Then when your gullible friend gets back in touch with you the next week, they're gonna think you're a sociopath.


I find this a really odd comparison to make. There is a kind of twilight between telling something totally straight-faced with the intent to deceive, at one extreme, and explicitly telling them, in advance, that a story is fiction. This twilight is represented in our culture as the "tall tale," "pulling someone's leg," "folklore," "urban legends," "creepypasta" -- the effect is ruined if you tell people that the tale is fiction.

One time I had a really odd experience hanging out with some people that I didn't know very well. We were all very drunk, it was late at night, and one guy, sort of a typical slacker type, started telling me a very outlandish tale; this was so long ago, I have no idea what it was about. And I was half-listening and nodding along very credulously. And suddenly the guy launched into a big thing about "I'm kidding man, I can't believe you actually believed me." And this was really remarkable because I had never believed him, but I also had never disbelieved him, and it was the first time I realized that there is a twilight between belief and disbelief; it's a state of noncommittal, sort of premised on there being a form of discourse that doesn't aim at truth, it's just entertaining bullshit that no one commits to believing, confirming, or disputing. And I was kind of at a loss for words because this was a new experience for me; I was embarrassed to be perceived as gullible because that was really not my mental state, but it was really hard to explain what my mental state actually was, until I thought about it later. I certainly didn't think the guy was "sociopathic"; it was a joke, it was a joke at my expense, but it was not a grievous offense that I was going to be upset about. It was a "tall tale," an institution that has a central place in our culture.

So anyway, when the OP said "I really just wanted to present the story like the storytellers presented it. It wasn't malicious or anything," I totally understand what they mean. It would have detracted from what the OP was trying to do, and the intent of the work, to put a big blinking *FICTION* warning before the piece. I think putting "creepypasta" as the tag was actually supererogatory.

I say this with the greatest fondness and affection: people here seem to be looking for things to get upset about. On the scale of things to get upset about, 0 - 10 with 0 being absolutely beyond reproach and 10 being something totally unconscionable and totally offensive to any reasonable person, this is a hard 0.
posted by jayder at 8:02 AM on September 29, 2015 [4 favorites]
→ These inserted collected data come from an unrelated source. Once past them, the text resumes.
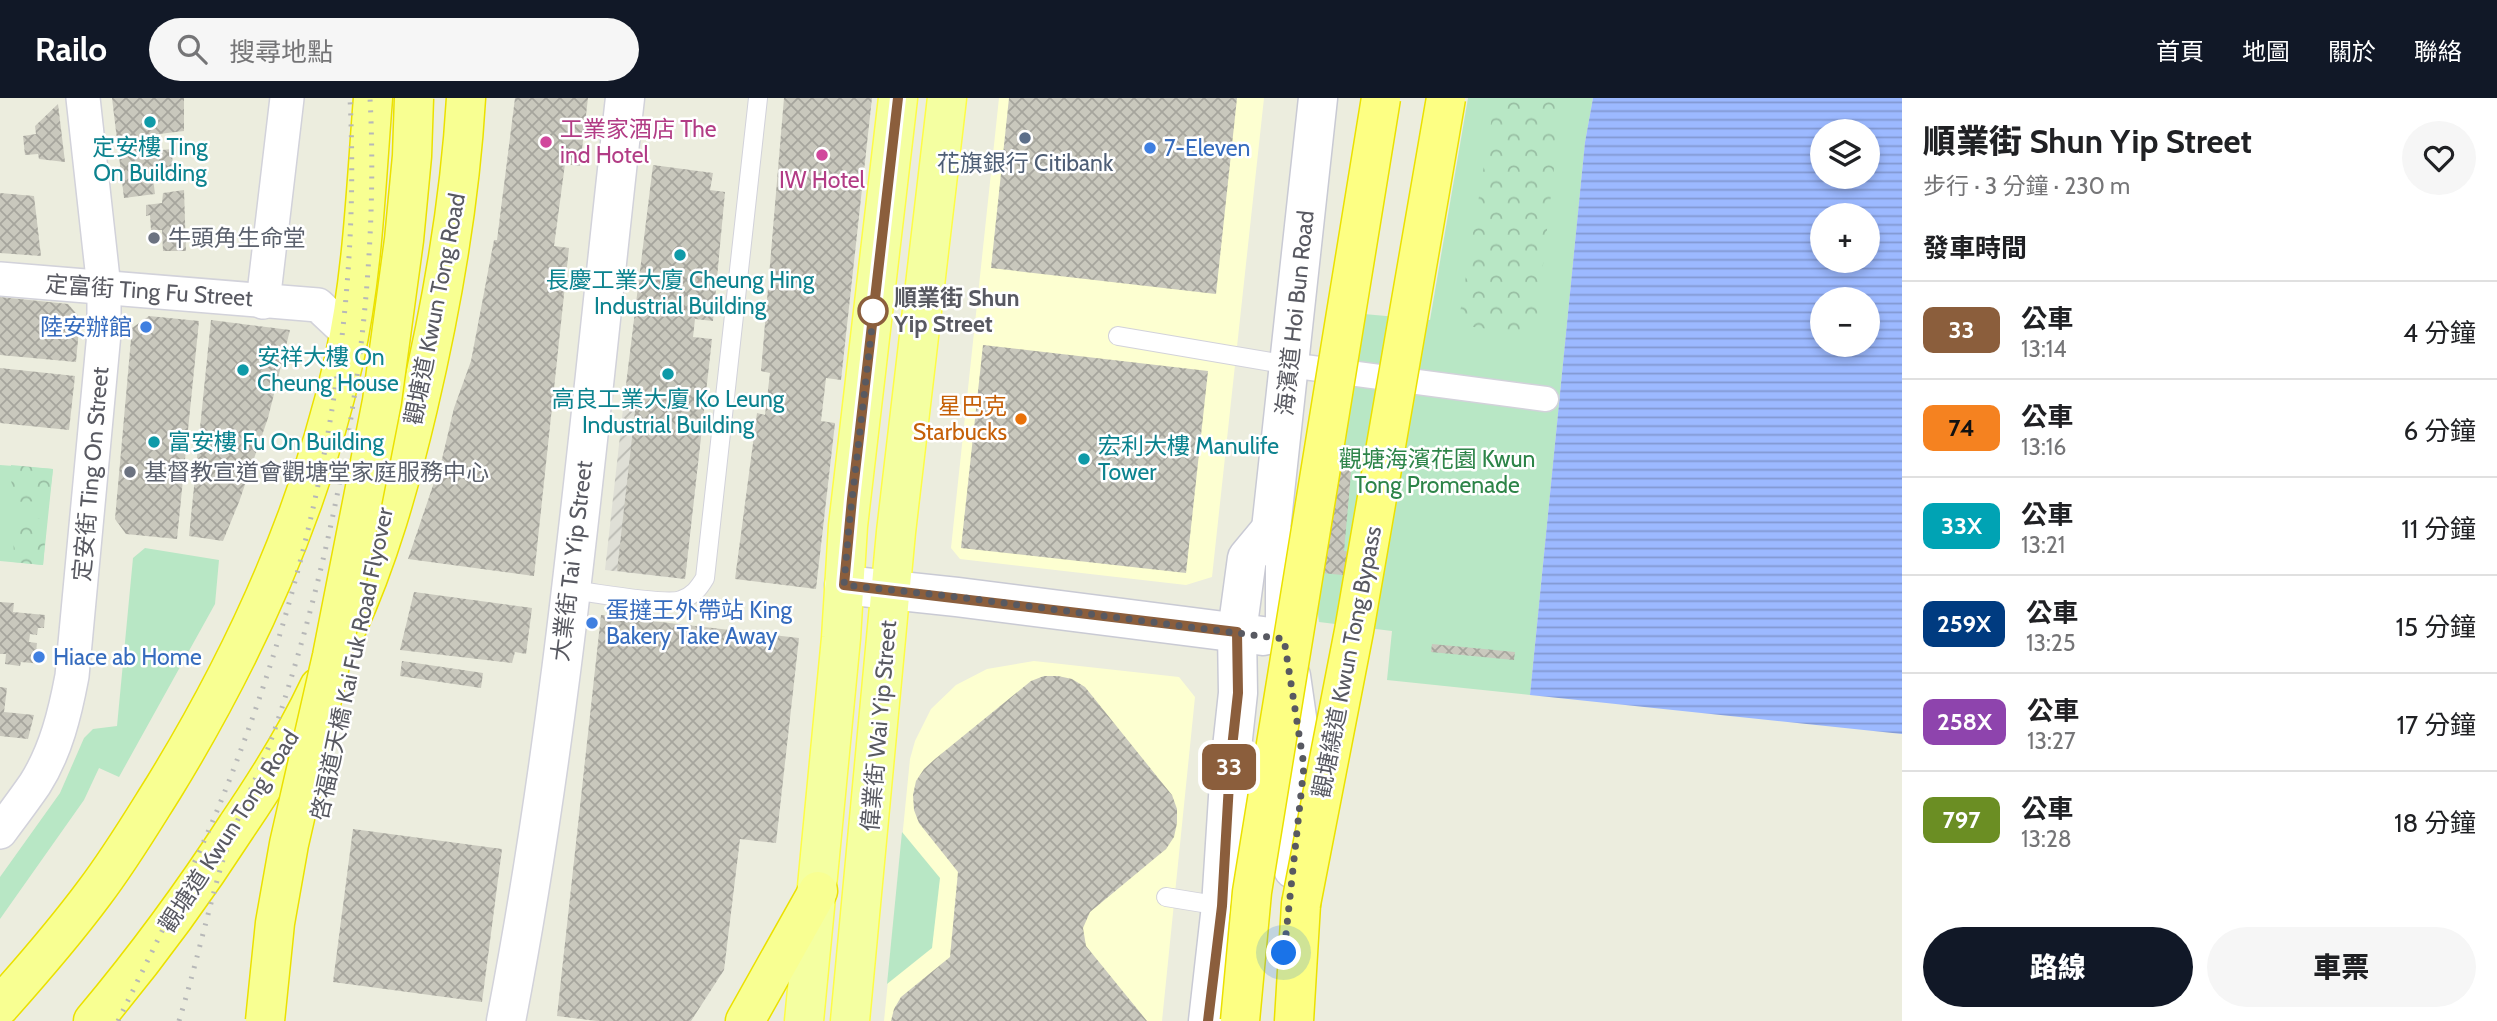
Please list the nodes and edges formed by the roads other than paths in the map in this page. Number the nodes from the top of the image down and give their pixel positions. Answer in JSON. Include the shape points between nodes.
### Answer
{"nodes":[{"id":1,"x":83,"y":98,"type":"edge"},
{"id":2,"x":287,"y":98,"type":"edge"},
{"id":3,"x":373,"y":98,"type":"edge"},
{"id":4,"x":414,"y":98,"type":"edge"},
{"id":5,"x":435,"y":98,"type":"edge"},
{"id":6,"x":466,"y":98,"type":"edge"},
{"id":7,"x":625,"y":98,"type":"edge"},
{"id":8,"x":758,"y":98,"type":"edge"},
{"id":9,"x":898,"y":98,"type":"edge"},
{"id":10,"x":947,"y":98,"type":"edge"},
{"id":11,"x":1318,"y":98,"type":"edge"},
{"id":12,"x":1381,"y":98,"type":"edge"},
{"id":13,"x":1446,"y":98,"type":"edge"},
{"id":14,"x":0,"y":279,"type":"edge"},
{"id":15,"x":104,"y":288,"type":"junction"},
{"id":16,"x":263,"y":302,"type":"junction"},
{"id":17,"x":349,"y":334,"type":"junction"},
{"id":18,"x":1118,"y":336,"type":"dead end"},
{"id":19,"x":1289,"y":365,"type":"junction"},
{"id":20,"x":1546,"y":399,"type":"dead end"},
{"id":21,"x":1271,"y":528,"type":"junction"},
{"id":22,"x":844,"y":585,"type":"junction"},
{"id":23,"x":570,"y":590,"type":"junction"},
{"id":24,"x":892,"y":590,"type":"junction"},
{"id":25,"x":1237,"y":632,"type":"junction"},
{"id":26,"x":1284,"y":639,"type":"junction"},
{"id":27,"x":0,"y":832,"type":"edge"},
{"id":28,"x":818,"y":891,"type":"junction"},
{"id":29,"x":1166,"y":897,"type":"dead end"},
{"id":30,"x":1222,"y":906,"type":"junction"},
{"id":31,"x":0,"y":1006,"type":"edge"},
{"id":32,"x":93,"y":1021,"type":"edge"},
{"id":33,"x":265,"y":1021,"type":"edge"},
{"id":34,"x":288,"y":1021,"type":"edge"},
{"id":35,"x":506,"y":1021,"type":"edge"},
{"id":36,"x":745,"y":1021,"type":"edge"},
{"id":37,"x":804,"y":1021,"type":"edge"},
{"id":38,"x":850,"y":1021,"type":"edge"},
{"id":39,"x":1208,"y":1021,"type":"edge"},
{"id":40,"x":1240,"y":1021,"type":"edge"},
{"id":41,"x":1276,"y":1021,"type":"edge"},
{"id":42,"x":1294,"y":1021,"type":"edge"}],
"edges":[{"from":1,"to":15,"type":"street","name":"定安街 Ting On Street"},
{"from":2,"to":16,"type":"street","name":"定富街 Ting Fu Street"},
{"from":3,"to":17,"type":"highway"},
{"from":4,"to":33,"type":"highway","name":"啓福道天橋 Kai Fuk Road Flyover","bridge":true,"via":[[404,240],[382,401],[289,844]]},
{"from":5,"to":34,"type":"highway","name":"啓福道天橋 Kai Fuk Road Flyover","via":[[432,195],[413,364],[313,845]]},
{"from":6,"to":32,"type":"highway","name":"觀塘道 Kwun Tong Road","via":[[456,216],[436,332],[383,536],[354,612],[270,777],[167,928]]},
{"from":7,"to":23,"type":"main road","name":"大業街 Tai Yip Street"},
{"from":8,"to":23,"type":"lane","via":[[705,578],[689,597],[670,602]]},
{"from":9,"to":22,"type":"main road","name":"偉業街 Wai Yip Street"},
{"from":10,"to":24,"type":"main road","name":"偉業街 Wai Yip Street"},
{"from":11,"to":19,"type":"main road","name":"海濱道 Hoi Bun Road"},
{"from":12,"to":40,"type":"highway","bridge":true,"via":[[1252,892]]},
{"from":13,"to":42,"type":"highway","name":"觀塘繞道 Kwun Tong Bypass","bridge":true,"via":[[1301,904]]},
{"from":14,"to":15,"type":"street","name":"定富街 Ting Fu Street"},
{"from":15,"to":16,"type":"street","name":"定富街 Ting Fu Street"},
{"from":15,"to":27,"type":"street","name":"定安街 Ting On Street","via":[[104,333],[65,714],[37,782]]},
{"from":16,"to":17,"type":"street","via":[[318,305]]},
{"from":17,"to":31,"type":"highway","via":[[312,477],[264,597],[220,688],[104,879]]},
{"from":18,"to":19,"type":"lane"},
{"from":19,"to":20,"type":"street"},
{"from":19,"to":21,"type":"main road","name":"海濱道 Hoi Bun Road"},
{"from":21,"to":25,"type":"main road","via":[[1247,558]]},
{"from":21,"to":26,"type":"main road","name":"海濱道 Hoi Bun Road","via":[[1285,561]]},
{"from":22,"to":24,"type":"main road"},
{"from":22,"to":28,"type":"main road","name":"偉業街 Wai Yip Street"},
{"from":23,"to":35,"type":"main road","name":"大業街 Tai Yip Street","via":[[540,825]]},
{"from":24,"to":25,"type":"main road"},
{"from":24,"to":38,"type":"main road","name":"偉業街 Wai Yip Street"},
{"from":25,"to":26,"type":"main road"},
{"from":25,"to":30,"type":"main road","via":[[1238,693]]},
{"from":26,"to":41,"type":"main road","name":"海濱道 Hoi Bun Road","via":[[1304,766]]},
{"from":28,"to":36,"type":"highway"},
{"from":28,"to":37,"type":"main road","name":"偉業街 Wai Yip Street"},
{"from":29,"to":30,"type":"lane"},
{"from":30,"to":39,"type":"main road"}]}
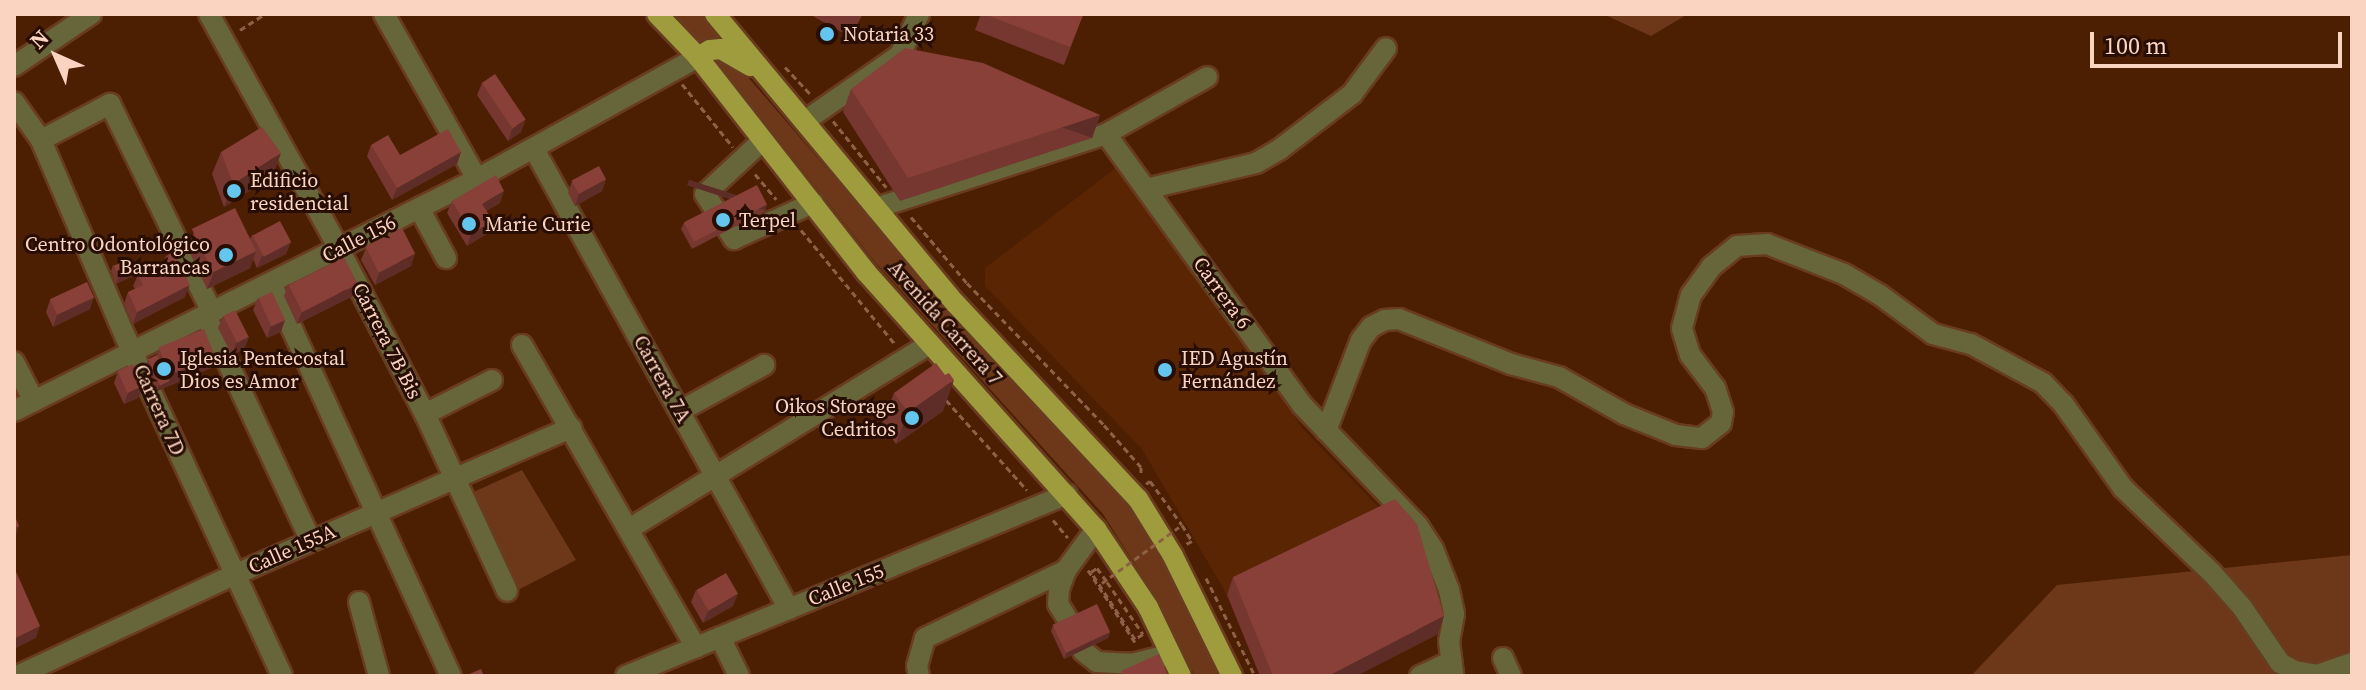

Creepypasta, TN, APR - these are not terms that mean anything to me; the last two because like a lot of people I'm not an American (I still get confused about where the US Midwest is), the first because apparently I am not aware of all internet traditions. I wanted to know why I hadn't heard of Limetown. Was it that it hadn't receieved the publicity it deserved, or was it being overblown by a sensationalist FPP? I was looking forward to lots of details in the comments from MeFites who were local to it. Comments about it being fiction answered my question but also killed my interest in it.

I'm not keen on mystery meat posts as they make it harder for me to find things I'm interested in. But I'm also not keen on requiring any sort of labelling beyond what general courtesy would suggest.

It'd be nice if posters remembered that not everyone shares their US/Internet reference points, because Metafilter has a broad audience with a variety of perspectives. The FPP was labelled but not with the precise level of clarity the poster thought it was; people who like Subject A were disappointed, people who like Subject B missed out. No harm, no foul.
posted by harriet vane at 8:06 AM on September 29, 2015 [1 favorite]


jayder, "no reasonable person could actually object to this" is a crap way to engage here after a bunch of reasonable people have been explaining why they object.
posted by LobsterMitten (staff) at 8:07 AM on September 29, 2015 [13 favorites]


By the way, if you have been listening to public radio in the US as long as I have, you may remember something called APR (American Public Radio) which was re-branded as PRI (Public Radio International). There's also APM (American Public Media). I know lots of folks assume that everything they hear on public radio is NPR, but no. The mention of APR certainly did not scream "fake" to me.
posted by in278s at 8:16 AM on September 29, 2015 [5 favorites]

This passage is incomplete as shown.